13. Appellant Deepak Kumar in his examination under Section 313

Cr.P.C. denied the prosecution version and explained thus:

"Q.29.........

Ans. I am innocent. I have been implicated falsely. I left my wife and child at home, I had clothes for embroidery work for customers and I left the home on my scooter. I came back to my residence at about 9.30 pm, there was gathering of crowd. I was apprised that my child received injuries in an accident and child has been taken to the hospital. I went to hospital in Hari Nagar where I did not find any child. I came back to my home and in the meantime, I received telephonic call on the mobile phone, since my wife's mobile phone was with me that all the persons have come to home and I shall also come home. The persons who called me on the mobile phone, there was a female voice. Then I came to my residence. When I reached my residence, my wife was at home, Nanno was also present but my child was not there. I inquired about my child and I was apprised that he was admitted in the hospital. I was arrested by the police at about 11/11.30 pm on 19.05.2007 and I have been implicated falsely.

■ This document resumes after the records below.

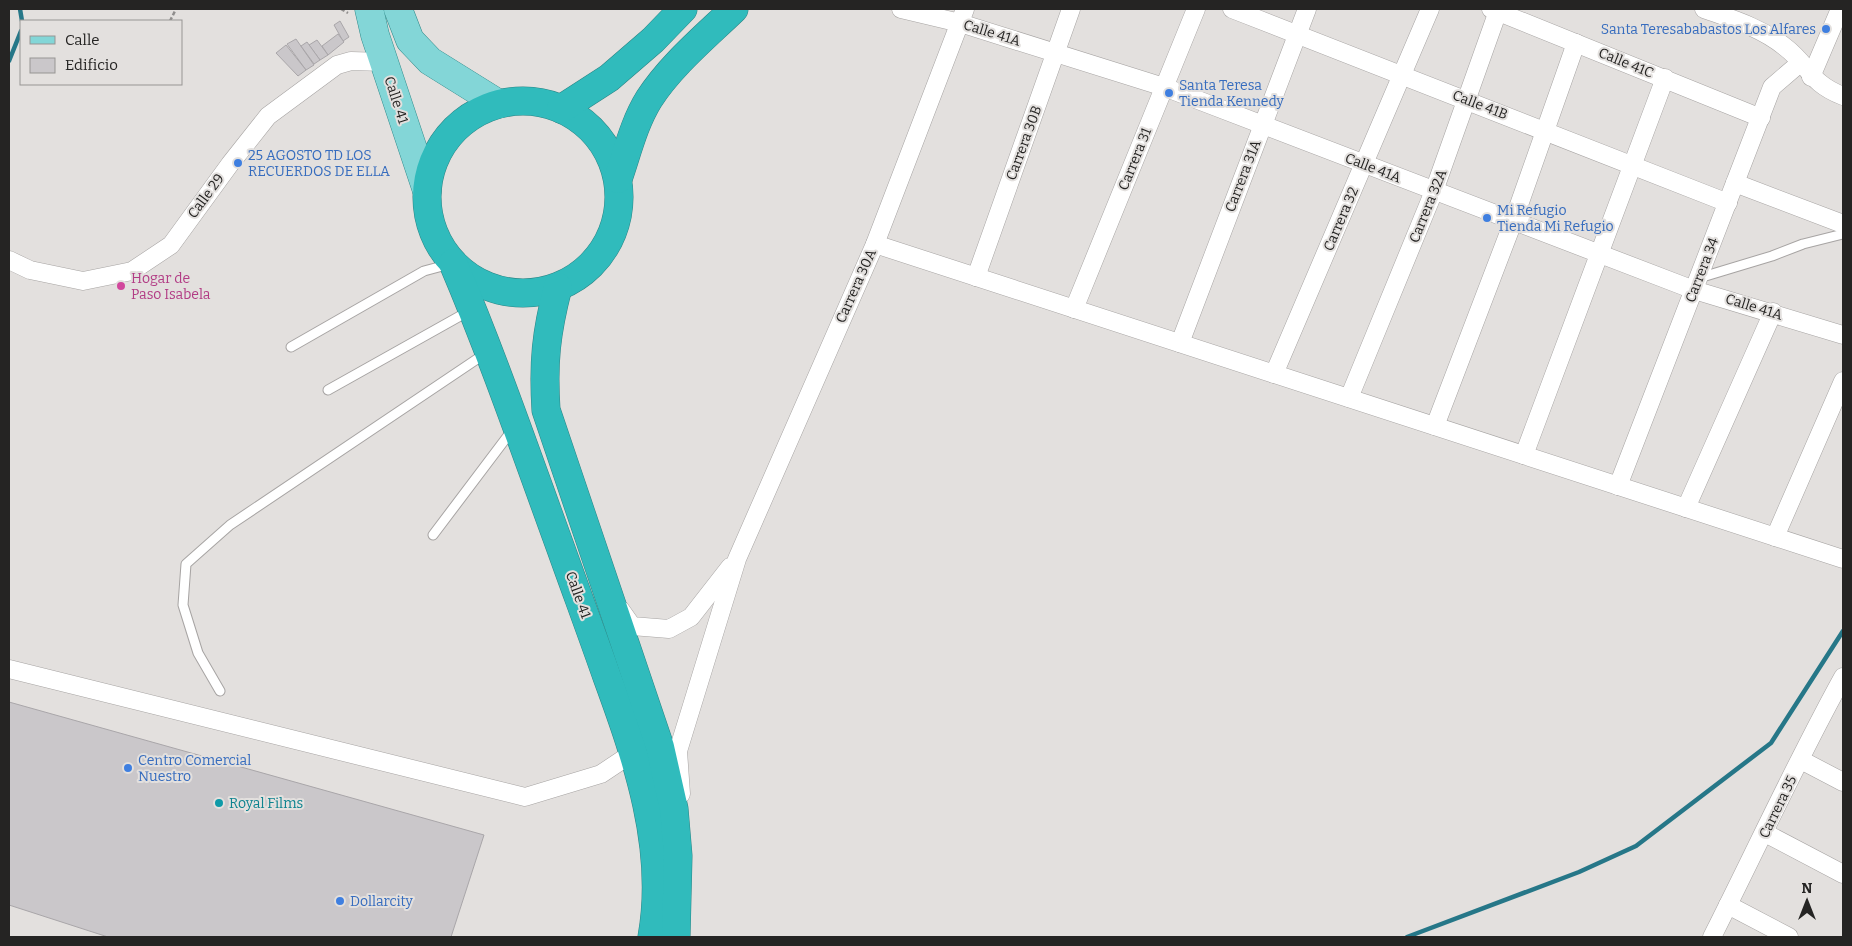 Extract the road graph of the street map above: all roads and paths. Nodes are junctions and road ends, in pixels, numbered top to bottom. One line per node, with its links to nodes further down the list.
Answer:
1 (368, 9): 19 (main road, Calle 41)
2 (398, 9): 27 (main road)
3 (684, 9): 28 (highway)
4 (734, 9): 34 (highway)
5 (901, 9): 15 (street, Calle 41A)
6 (1071, 9): 18 (street, Carrera 30B)
7 (1196, 9): 24 (street, Carrera 31)
8 (1232, 9): 16 (street, Calle 41B)
9 (1307, 9): 16 (street, Carrera 31A)
10 (1430, 9): 21 (street, Carrera 32)
11 (1704, 9): 14 (street)
12 (1840, 9): 22 (street)
13 (1494, 10): 17 (street, Calle 41C); 26 (street, Carrera 32A)
14 (1741, 15): 20 (street)
15 (962, 16): 18 (street, Calle 41A); 42 (street, Carrera 30A)
16 (1298, 34): 21 (street, Calle 41B); 30 (street, Carrera 31A)
17 (1576, 43): 23 (street, Calle 41C); 31 (street)
18 (1056, 53): 24 (street, Calle 41A); 46 (street, Carrera 30B)
19 (384, 62): 36 (main road, Calle 41); 44 (street, Calle 29)
20 (1800, 63): 22 (street); 29 (street, Carrera 34)
21 (1402, 74): 26 (street, Calle 41B); 32 (street, Carrera 32)
22 (1811, 77): 25 (street)
23 (1665, 78): 29 (street, Calle 41C); 33 (street)
24 (1164, 87): 30 (street, Calle 41A); 50 (street, Carrera 31)
25 (1843, 96)
26 (1468, 100): 31 (street, Calle 41B); 37 (street, Carrera 32A)
27 (499, 104): 28 (highway); 36 (highway)
28 (561, 109): 34 (highway)
29 (1761, 118): 35 (street, Carrera 34)
30 (1263, 125): 32 (street, Calle 41A); 53 (street, Carrera 31A)
31 (1546, 130): 33 (street, Calle 41B); 39 (street)
32 (1364, 165): 37 (street, Calle 41A); 56 (street, Carrera 32)
33 (1634, 165): 38 (street, Calle 41B); 43 (street)
34 (618, 179): 48 (highway)
35 (1735, 183): 38 (street, Carrera 34); 40 (street)
36 (426, 191): 45 (highway)
37 (1434, 192): 39 (street, Calle 41A); 59 (street, Carrera 32A)
38 (1728, 203): 47 (street, Carrera 34)
39 (1513, 222): 43 (street, Calle 41A); 61 (street)
40 (1843, 224)
41 (1843, 234): 47 (lane)
42 (875, 244): 46 (street); 67 (street, Carrera 30A)
43 (1600, 254): 47 (street, Calle 41A); 62 (street)
44 (9, 260)
45 (453, 263): 48 (highway); 49 (highway, Calle 41); 54 (lane)
46 (976, 277): 50 (street)
47 (1697, 284): 51 (street, Calle 41A); 63 (street, Carrera 34)
48 (558, 287): 69 (highway)
49 (472, 309): 55 (highway, Calle 41); 58 (lane)
50 (1074, 309): 53 (street)
51 (1772, 312): 52 (street, Calle 41A); 64 (street)
52 (1843, 335)
53 (1180, 343): 56 (street)
54 (291, 347)
55 (488, 352): 60 (highway, Calle 41); 72 (lane)
56 (1274, 374): 59 (street)
57 (1843, 381): 66 (street)
58 (328, 390)
59 (1349, 398): 61 (street)
60 (516, 425): 65 (lane); 73 (highway, Calle 41)
61 (1435, 426): 62 (street)
62 (1524, 456): 63 (street)
63 (1618, 486): 64 (street)
64 (1686, 508): 66 (street)
65 (433, 535)
66 (1775, 537): 68 (street)
67 (737, 559): 69 (street); 78 (street)
68 (1843, 559)
69 (608, 590): 78 (highway)
70 (9, 668): 73 (street)
71 (1841, 687): 74 (street, Carrera 35)
72 (220, 691)
73 (634, 752): 80 (highway, Calle 41)
74 (1801, 760): 75 (street); 76 (street, Carrera 35)
75 (1843, 782)
76 (1765, 833): 77 (street); 79 (street, Carrera 35)
77 (1843, 874)
78 (678, 892): 81 (highway)
79 (1728, 905): 82 (street, Carrera 35); 83 (street)
80 (652, 937)
81 (676, 937)
82 (1712, 937)
83 (1789, 937)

I do not want to produce any witness in defence".

14. The learned Trial Judge, on consideration of the material on

record and the submissions made on behalf of the rival parties, found

the appellant guilty of murder of child Umang mainly on the strength of

testimony of PW1 Nanno Devi and PW2 Rahul Sarin and convicted the

appellant under Section 302 IPC.

15. Defence of the appellant is that he has been falsely implicated

and he was not even present at the place of occurrence when the

incident took place. Learned amicus curiae has submitted that the

instant case has been registered on the complaint Ex.PW11/A of

Deepika, mother of the child who claimed to be the only person

present in the room when the child was thrown out in the street by the

appellant. Thus, she was the best witness to prove the charge.

However, prosecution has failed to produce her and this fact, by itself,

is sufficient to extend the benefit of doubt to the appellant.

16. We are not convinced with the argument. On perusal of the

record, it is clear that prosecution cannot be faulted for non-

examination of the complainant Deepika as a witness as she could not

be produced as she was not available at the given address. Ex.PW5/B

is the service report dated 07.01.2009 pertaining to the summons

issued by the court for appearance of complainant Deepika as a

witness. In this report, ASI Padam Singh of P.S. Moti Nagar has stated

that he visited the address at District Jalpaigudi, West Bengal on

05.12.2008 to serve the summons on Deepika at the residence of her

maternal uncle Suleman where he met Mr. Suleman and his wife Anees

Mins who told him that Deepika was daughter of late sister of Suleman.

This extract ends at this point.